Большую и содержательную жизнь прожил первый чемпион России по боксу Hyp Магомет Алимов, известный в спортивном мире по прозвищу Кара-Малай.

Ниже мы предлагаем вниманию читателей несколько эпизодов из жизни прославленного спортсмена.

БОЙ НА МОСТУ

В Шуйском уезде Владимирской губернии, на берегу реки Горицы, раскинулось большое село Дунилово, а по другую сторону реки было село Горица. Дунилово славилось пушным промыслом. Заячьи шкурки, обработанные местными скорняками, пользовались большим спросом. Их охотно покупали за границей.
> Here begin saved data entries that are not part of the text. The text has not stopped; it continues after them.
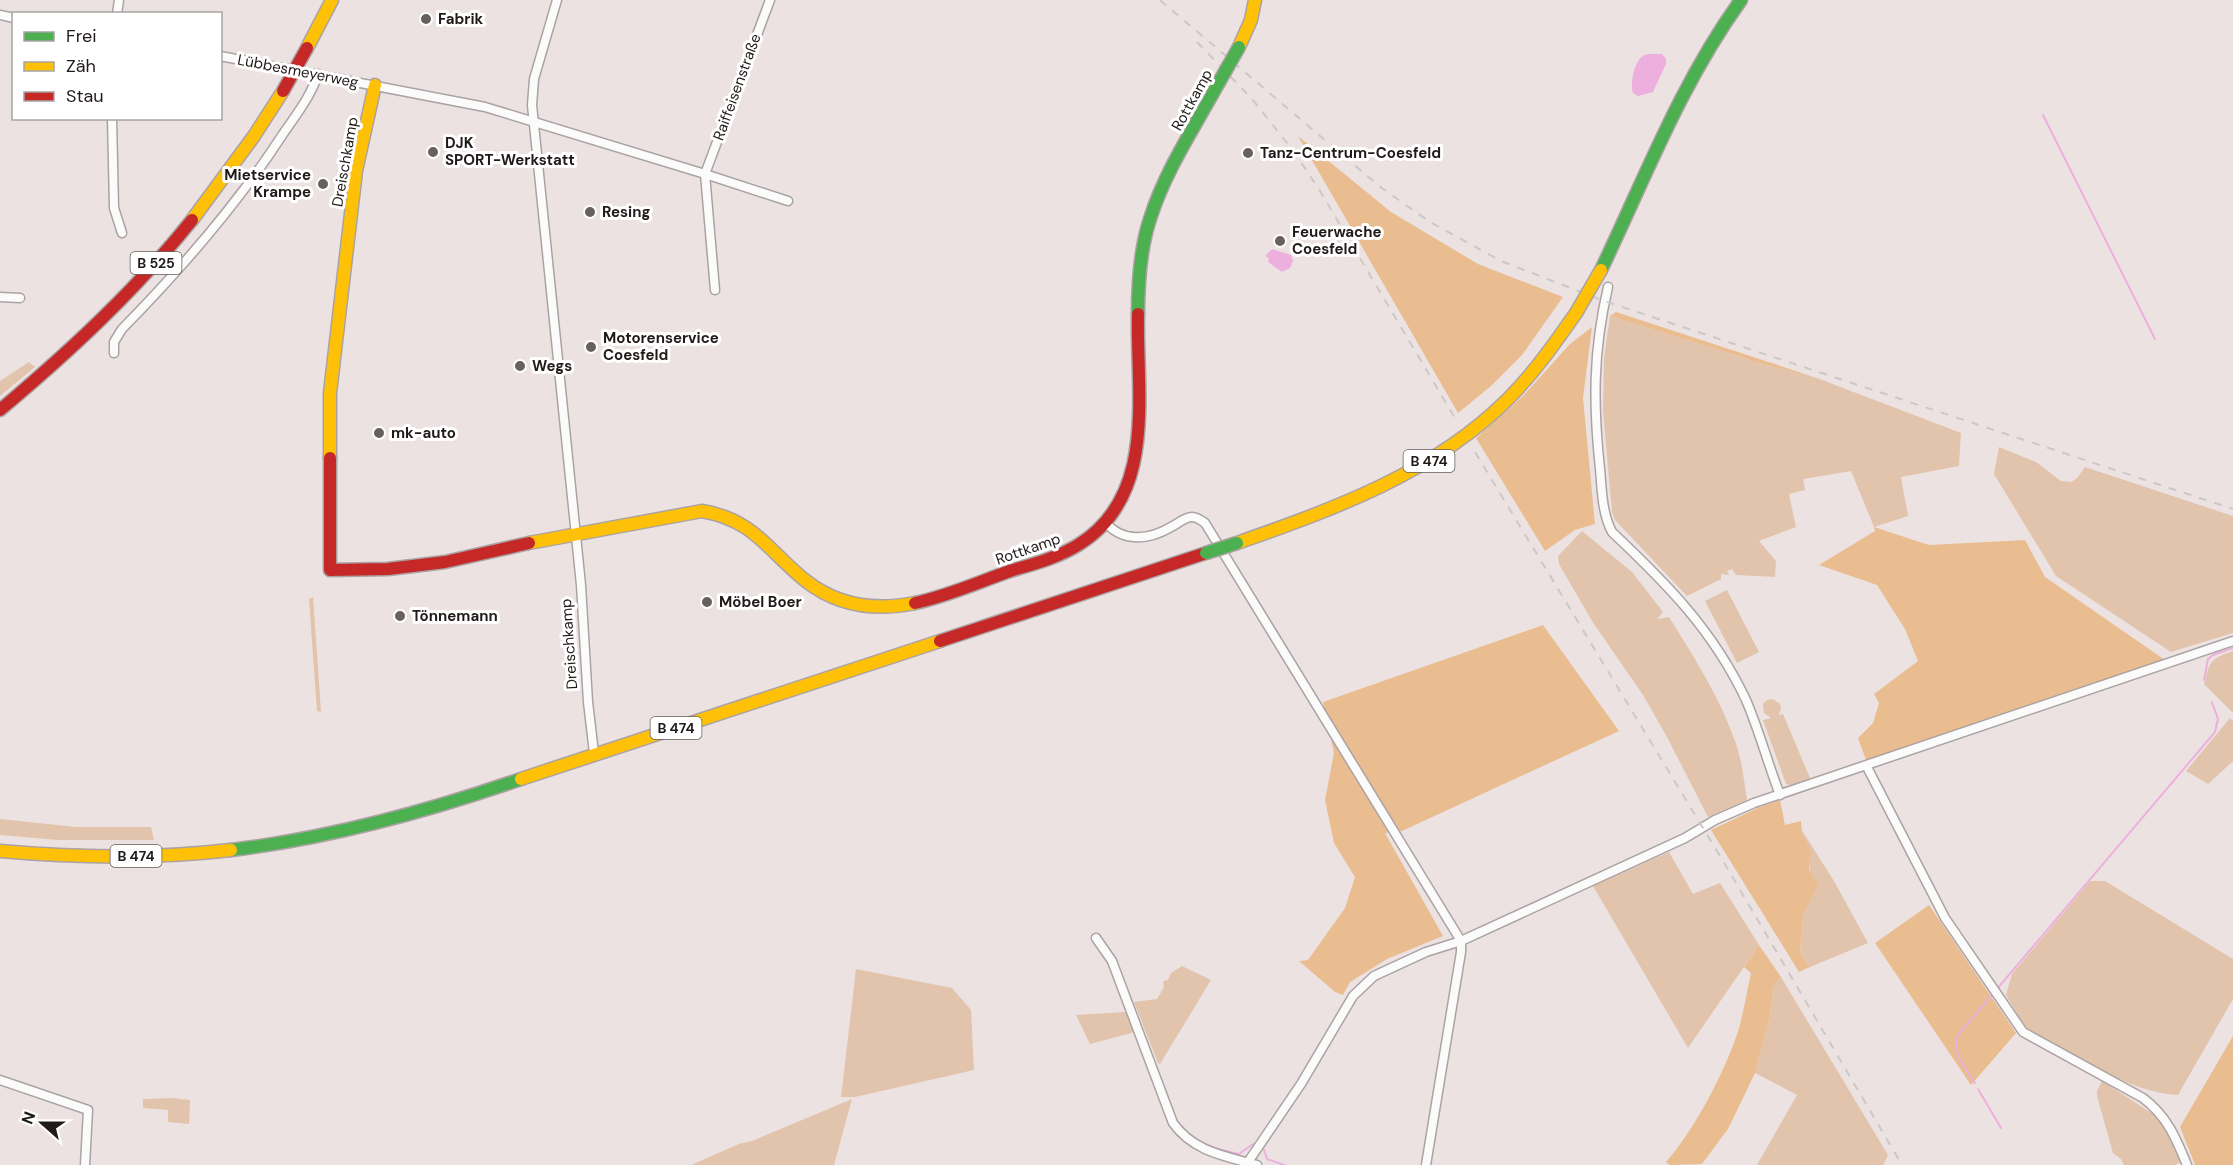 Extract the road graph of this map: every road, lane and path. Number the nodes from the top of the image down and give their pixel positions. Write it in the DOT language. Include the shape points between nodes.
graph roads {
  1 [pos="332,0"];
  2 [pos="557,0"];
  3 [pos="770,0"];
  4 [pos="1255,0"];
  5 [pos="1741,0"];
  6 [pos="222,56"];
  7 [pos="318,74"];
  8 [pos="375,86"];
  9 [pos="112,120"];
  10 [pos="534,122"];
  11 [pos="705,174"];
  12 [pos="788,201"];
  13 [pos="122,233"];
  14 [pos="1608,287"];
  15 [pos="715,290"];
  16 [pos="0,297"];
  17 [pos="20,298"];
  18 [pos="114,353"];
  19 [pos="0,410"];
  20 [pos="1105,522"];
  21 [pos="576,533"];
  22 [pos="2233,641"];
  23 [pos="594,753"];
  24 [pos="1867,767"];
  25 [pos="1780,795"];
  26 [pos="0,850"];
  27 [pos="1095,938"];
  28 [pos="1461,940"];
  29 [pos="0,1080"];
  30 [pos="1253,1164"];
  31 [pos="85,1165"];
  32 [pos="1426,1165"];
  33 [pos="2187,1165"];
  1 -- 19 [label="main road, B 525, bridge" via="283,90 218,187 160,259 84,338"];
  2 -- 10 [label="street, Dreischkamp" via="534,79"];
  3 -- 11 [label="street, Raiffeisenstraße"];
  4 -- 20 [label="main road, Rottkamp, bridge" via="1239,47 1167,178 1148,228 1140,277 1136,455 1128,487"];
  5 -- 23 [label="main road, B 474, bridge" via="1724,21 1688,83 1601,270 1576,314 1528,377 1493,412 1442,453 1354,500 1237,543"];
  6 -- 7 [label="street, Lübbesmeyerweg"];
  7 -- 8 [label="street, Lübbesmeyerweg"];
  7 -- 18 [label="street" via="250,183 193,254 122,329 114,342"];
  8 -- 10 [label="street" via="457,100"];
  8 -- 21 [label="main road, Dreischkamp" via="356,171 330,393 330,570 388,569 445,562"];
  9 -- 13 [label="street" via="114,208"];
  10 -- 11 [label="street"];
  10 -- 21 [label="street, Dreischkamp"];
  11 -- 12 [label="street"];
  11 -- 15 [label="street, Raiffeisenstraße"];
  14 -- 25 [label="street" via="1600,319 1594,400 1608,524 1671,588 1720,654 1746,701"];
  16 -- 17 [label="street"];
  20 -- 21 [label="main road, Rottkamp" via="1064,553 920,601 886,607 854,604 815,588 761,536 737,519 720,514 697,511"];
  20 -- 28 [label="street" via="1122,536 1143,537 1190,517 1204,523"];
  21 -- 23 [label="street, Dreischkamp"];
  22 -- 24 [label="street"];
  23 -- 26 [label="main road, B 474" via="413,814 273,845 130,857"];
  24 -- 25 [label="street"];
  24 -- 33 [label="street" via="1945,918 2023,1032 2143,1098 2175,1135"];
  25 -- 28 [label="street" via="1715,820 1685,838"];
  27 -- 30 [label="street" via="1112,961 1173,1123 1205,1150"];
  28 -- 30 [label="street" via="1374,976 1353,996"];
  28 -- 32 [label="street"];
  29 -- 31 [label="street" via="88,1110"];
} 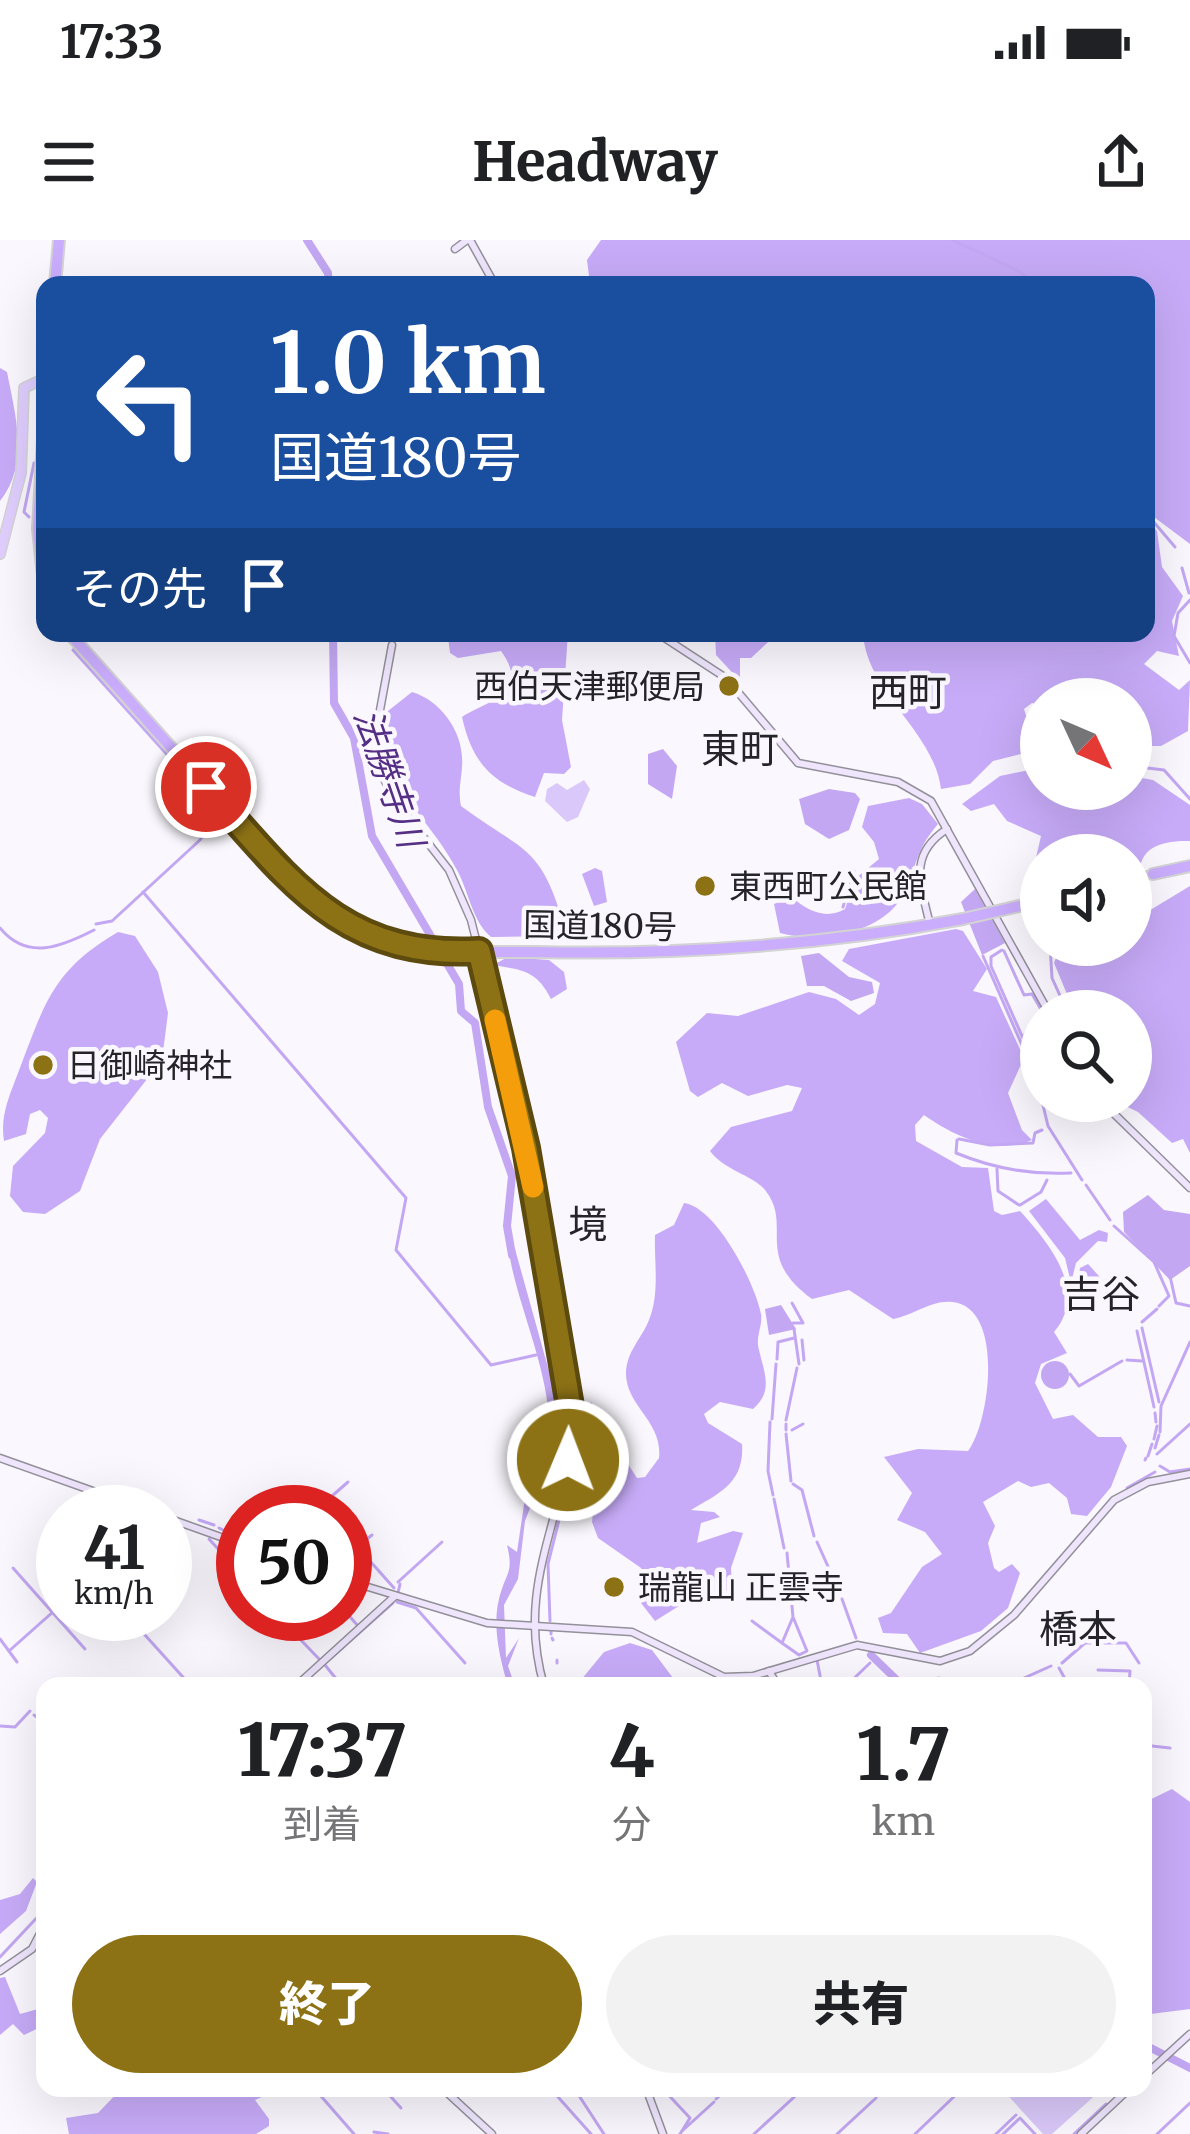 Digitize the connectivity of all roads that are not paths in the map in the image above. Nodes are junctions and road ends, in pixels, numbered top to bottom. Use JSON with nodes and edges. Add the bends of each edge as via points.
{"nodes":[{"id":1,"x":59,"y":240,"type":"edge"},
{"id":2,"x":469,"y":240,"type":"edge"},
{"id":3,"x":455,"y":249,"type":"dead end"},
{"id":4,"x":57,"y":276,"type":"edge"},
{"id":5,"x":490,"y":276,"type":"edge"},
{"id":6,"x":36,"y":382,"type":"edge"},
{"id":7,"x":0,"y":554,"type":"edge"},
{"id":8,"x":77,"y":642,"type":"edge"},
{"id":9,"x":672,"y":642,"type":"edge"},
{"id":10,"x":392,"y":645,"type":"dead end"},
{"id":11,"x":947,"y":829,"type":"junction"},
{"id":12,"x":1190,"y":866,"type":"edge"},
{"id":13,"x":1153,"y":874,"type":"tunnel mouth"},
{"id":14,"x":1020,"y":905,"type":"edge"},
{"id":15,"x":930,"y":925,"type":"junction"},
{"id":16,"x":474,"y":952,"type":"junction"},
{"id":17,"x":1036,"y":990,"type":"edge"},
{"id":18,"x":1123,"y":1122,"type":"edge"},
{"id":19,"x":1190,"y":1188,"type":"edge"},
{"id":20,"x":0,"y":1458,"type":"edge"},
{"id":21,"x":1190,"y":1474,"type":"edge"},
{"id":22,"x":76,"y":1485,"type":"edge"},
{"id":23,"x":372,"y":1589,"type":"edge"},
{"id":24,"x":395,"y":1597,"type":"junction"},
{"id":25,"x":528,"y":1626,"type":"junction"},
{"id":26,"x":770,"y":1671,"type":"junction"},
{"id":27,"x":306,"y":1677,"type":"edge"},
{"id":28,"x":542,"y":1677,"type":"edge"},
{"id":29,"x":773,"y":1677,"type":"edge"},
{"id":30,"x":36,"y":1941,"type":"edge"},
{"id":31,"x":0,"y":1971,"type":"edge"},
{"id":32,"x":1190,"y":2034,"type":"edge"},
{"id":33,"x":1152,"y":2069,"type":"edge"},
{"id":34,"x":452,"y":2097,"type":"edge"},
{"id":35,"x":649,"y":2097,"type":"edge"},
{"id":36,"x":1120,"y":2097,"type":"edge"},
{"id":37,"x":492,"y":2134,"type":"edge"},
{"id":38,"x":663,"y":2134,"type":"edge"},
{"id":39,"x":1081,"y":2134,"type":"edge"}],
"edges":[{"from":1,"to":4,"type":"highway"},
{"from":2,"to":3,"type":"main road"},
{"from":2,"to":5,"type":"main road"},
{"from":6,"to":7,"type":"main road","via":[[24,388],[21,473]]},
{"from":8,"to":16,"type":"highway","name":"国道180号","via":[[302,894],[357,931],[424,950]]},
{"from":9,"to":11,"type":"main road","via":[[716,668],[798,763],[905,784],[931,801]]},
{"from":10,"to":16,"type":"main road","via":[[380,770],[457,885]]},
{"from":11,"to":15,"type":"main road","via":[[919,860]]},
{"from":11,"to":17,"type":"main road"},
{"from":12,"to":13,"type":"highway"},
{"from":14,"to":15,"type":"highway","name":"国道180号","bridge":true},
{"from":15,"to":16,"type":"highway","name":"国道180号","via":[[720,953]]},
{"from":16,"to":25,"type":"main road","via":[[526,1148],[571,1412],[568,1460]]},
{"from":18,"to":19,"type":"main road"},
{"from":20,"to":22,"type":"main road"},
{"from":21,"to":26,"type":"main road","via":[[1148,1482],[1114,1500],[1040,1590],[970,1651],[924,1661],[847,1646]]},
{"from":23,"to":24,"type":"main road"},
{"from":24,"to":25,"type":"main road"},
{"from":24,"to":27,"type":"main road"},
{"from":25,"to":26,"type":"main road","via":[[632,1632],[724,1677]]},
{"from":25,"to":28,"type":"main road"},
{"from":26,"to":29,"type":"main road"},
{"from":30,"to":31,"type":"main road"},
{"from":32,"to":33,"type":"main road"},
{"from":34,"to":37,"type":"main road"},
{"from":35,"to":38,"type":"main road"},
{"from":36,"to":39,"type":"main road"}]}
Однажды зимой, как раз перед масленицей, торговые дела привели Кара-Малая в Дунилово. Hyp был доверенным лицом крупной пушной фирмы и одевался как барин — щегольской костюм спортивного покроя, круглая шапочка из серебристой смушки. Ему предстояло вести переговоры и заключить крупную сделку с местными пушными тузами, в том числе и с братьями Кобельковыми.

— Эк, некстати принесло вас, — поглаживая бороду, недовольно промолвил старший из братьев — Федор.

— Это почему же некстати?

— А ведь завтра у нас день занятой.

— А мне не к спеху. Могу денек и подождать.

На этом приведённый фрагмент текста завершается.